San Jose is a neighborhood in southern Albuquerque, New Mexico. It was originally a separate village but was absorbed into the city in the 20th century. San Jose was first settled as a Hispanic farming community in the mid-1800s but transitioned to a working-class urban neighborhood after the arrival of the railroad in 1880. The neighborhood includes a mix of residential and industrial properties with a commercial district centered on Broadway Boulevard.

==Geography==
According to the City of Albuquerque Planning Department, the boundaries of the neighborhood are the Burlington Northern Santa Fe railroad tracks to the west, Gibson Boulevard, Broadway Boulevard, and Kathryn Avenue to the north, Interstate 25 to the east, and Woodward Road to the south. Adjacent neighborhoods include Barelas to the west, South Broadway to the north, the Kirtland Addition to the east, and Mountain View (part of the unincorporated South Valley) to the south.

==Demographics==
The 2010 United States census recorded a population in San Jose of approximately 2,494 residents. The racial breakdown of the neighborhood was 91% Hispanic, 5% non-Hispanic white, 2% American Indian, and 2% Black.

==History==
San Jose was probably first settled around the same time the Barelas Ditch was constructed in the 1830s. It was originally a Hispanic farming village whose residents grew corn, fruit, and alfalfa on narrow plots perpendicular to the ditch. After the railroad reached Albuquerque in 1880, the community shifted toward more urban and industrial land use, with many residents employed by the Santa Fe Railway Shops. The existing farmland was subdivided into residential lots, resulting in a somewhat chaotic street pattern similar to other older neighborhoods in the city. The main street of the community at this time was William Street, but it later shifted to Broadway Boulevard (NM 47).

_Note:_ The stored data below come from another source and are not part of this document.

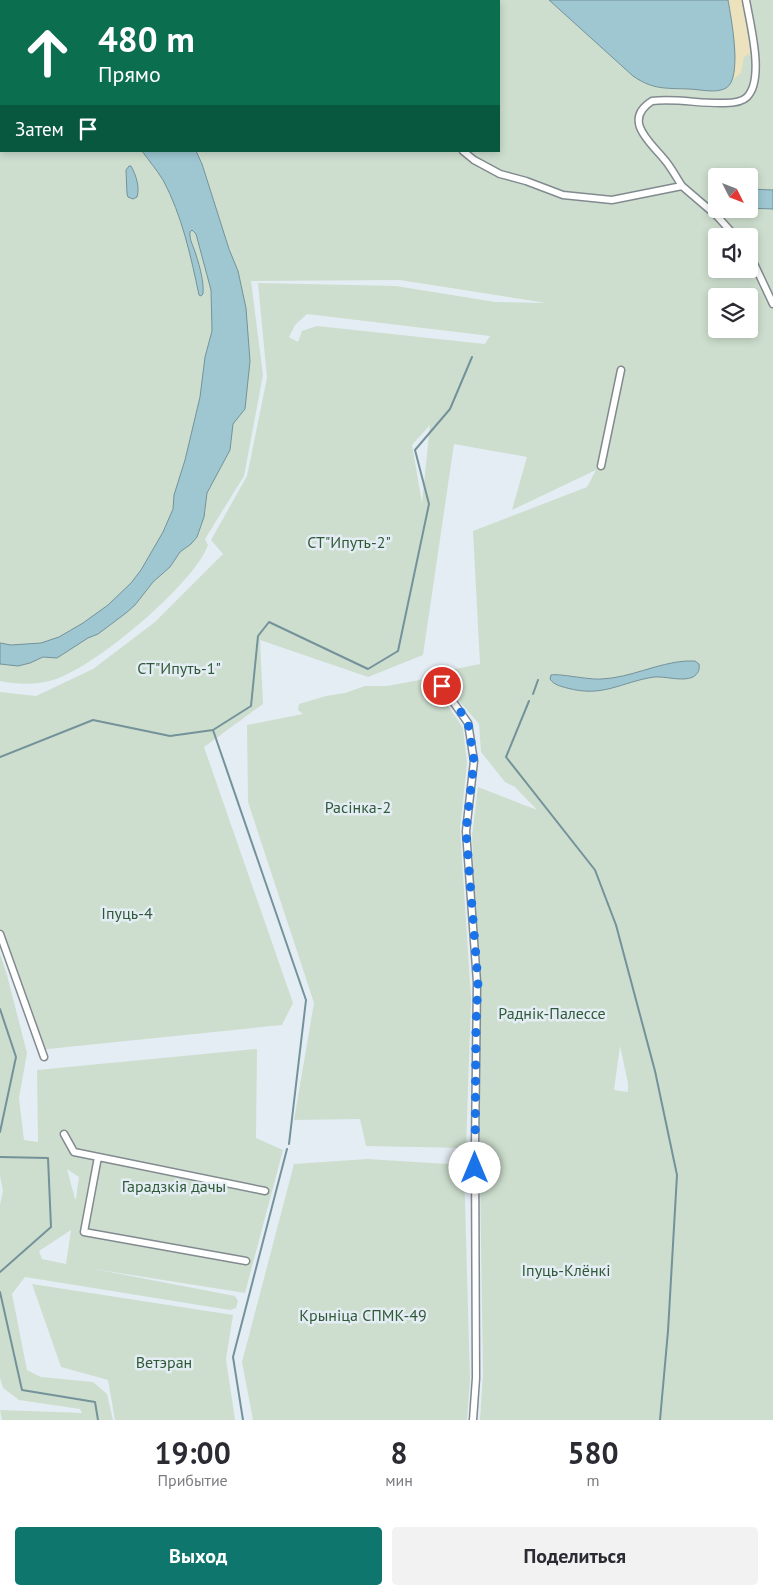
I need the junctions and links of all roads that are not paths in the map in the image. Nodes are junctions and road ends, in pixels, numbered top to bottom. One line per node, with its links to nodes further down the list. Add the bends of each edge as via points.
1 (746, 0): 3 (street, via 756,69 748,96 726,103 652,101 640,117 640,130 644,137)
2 (464, 152): 3 (street, via 500,174 563,195 612,200)
3 (682, 186): 4 (street)
4 (728, 228)
5 (758, 272): 6 (street)
6 (773, 304)
7 (620, 370): 8 (street)
8 (601, 466)
9 (442, 686): 16 (street, via 468,722 474,761 466,831 478,982 476,1378)
10 (0, 934): 11 (street)
11 (44, 1057)
12 (64, 1134): 13 (street, via 74,1152)
13 (98, 1157): 14 (street); 15 (street, via 84,1232)
14 (265, 1191)
15 (246, 1261)
16 (473, 1420)

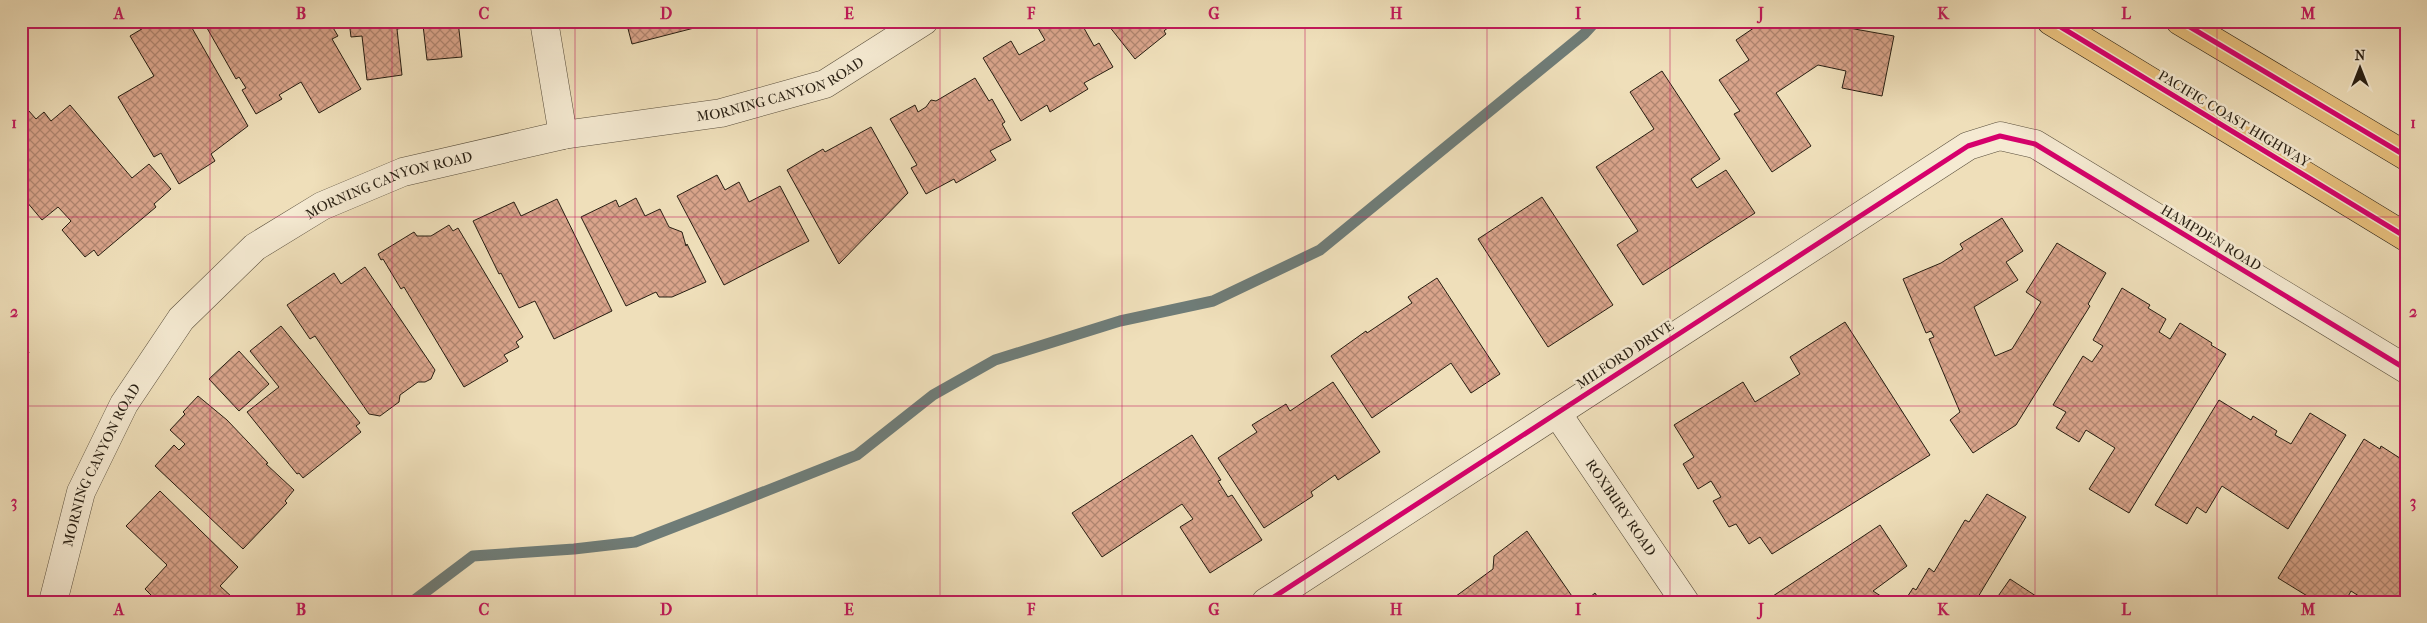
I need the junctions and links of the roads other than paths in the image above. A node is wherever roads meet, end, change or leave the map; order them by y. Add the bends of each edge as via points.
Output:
1 (544, 21) edge
2 (924, 21) edge
3 (2051, 21) edge
4 (2180, 21) edge
5 (563, 135) junction
6 (2000, 136) joint
7 (2406, 156) edge
8 (2406, 236) edge
9 (2406, 369) edge
10 (1557, 413) junction
11 (1281, 598) edge
12 (53, 602) edge
13 (1685, 602) edge

1 - 5 street
2 - 5 street, MORNING CANYON ROAD via 825,84 721,113
3 - 8 highway, PACIFIC COAST HIGHWAY
4 - 7 highway
5 - 12 street, MORNING CANYON ROAD via 403,172 322,206 255,247 182,319 124,404 81,492
6 - 9 street, HAMPDEN ROAD via 2035,144
6 - 10 street, MILFORD DRIVE via 1968,146
10 - 11 street, MILFORD DRIVE
10 - 13 street, ROXBURY ROAD

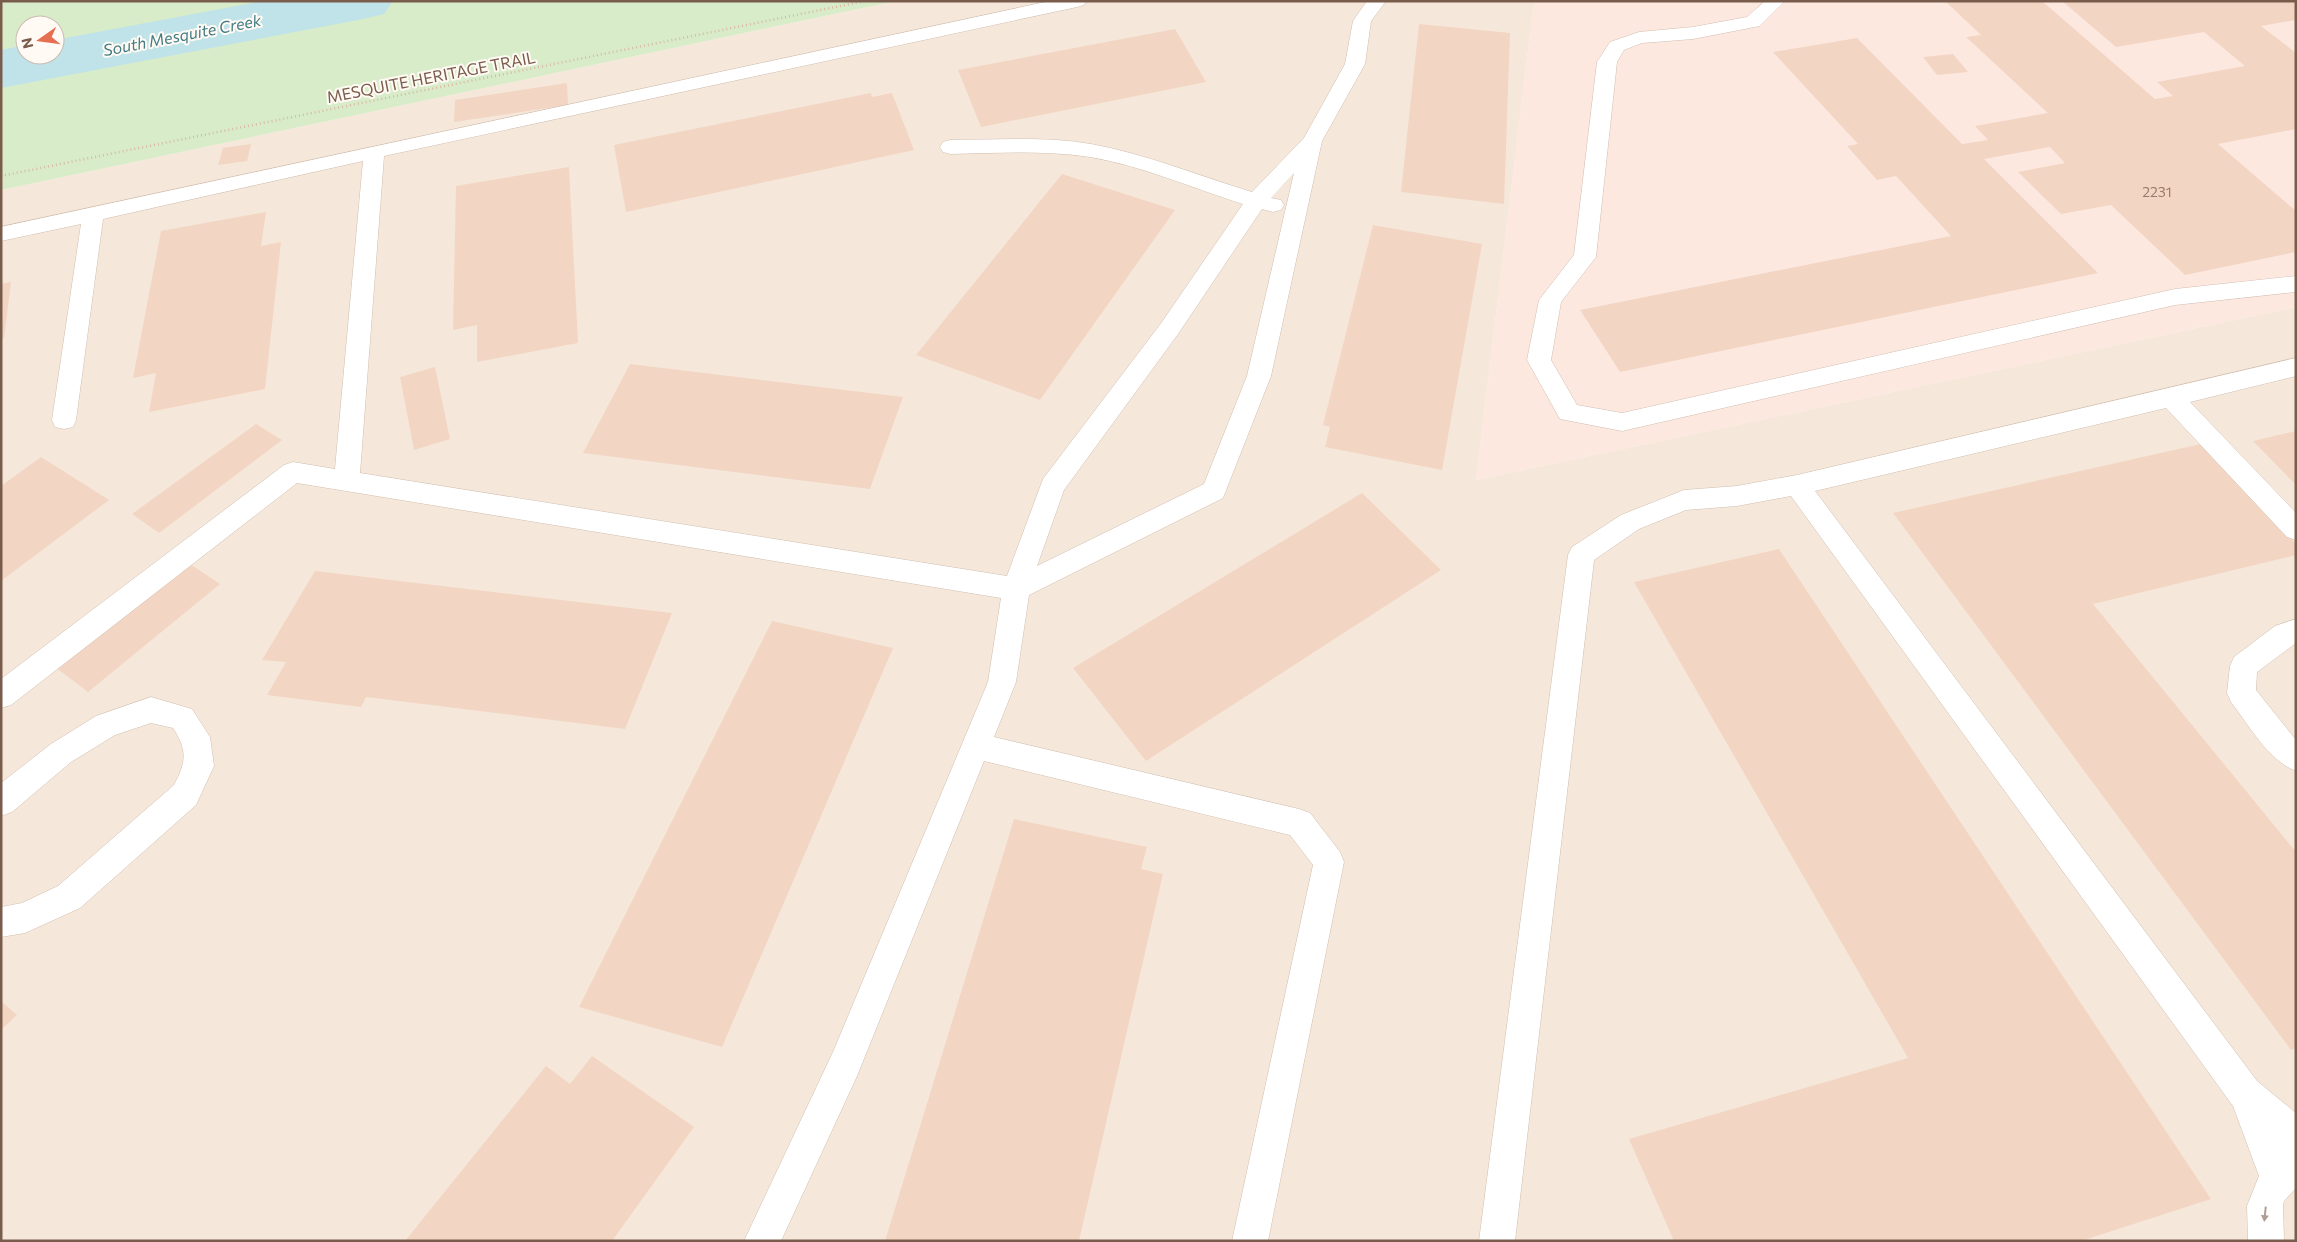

After the decline of the railroad industry, the area saw population loss and increased poverty. The large number of active and former industrial sites in San Jose and the adjacent Mountain View area also posed public health issues including groundwater contamination. Part of the neighborhood was listed as New Mexico's first Superfund site in 1983.

==Education==
San Jose is served by Albuquerque Public Schools. Public school students from the neighborhood attend East San Jose Elementary School, Washington Middle School, and Albuquerque High School.

==Transportation==
The main thoroughfare in San Jose is Broadway Boulevard (NM 47), which runs through the neighborhood from north to south. The neighborhood also has access to Interstate 25 immediately to the east.

Public bus transit in San Jose is provided by ABQ RIDE's 16 Broadway-University-Gibson route.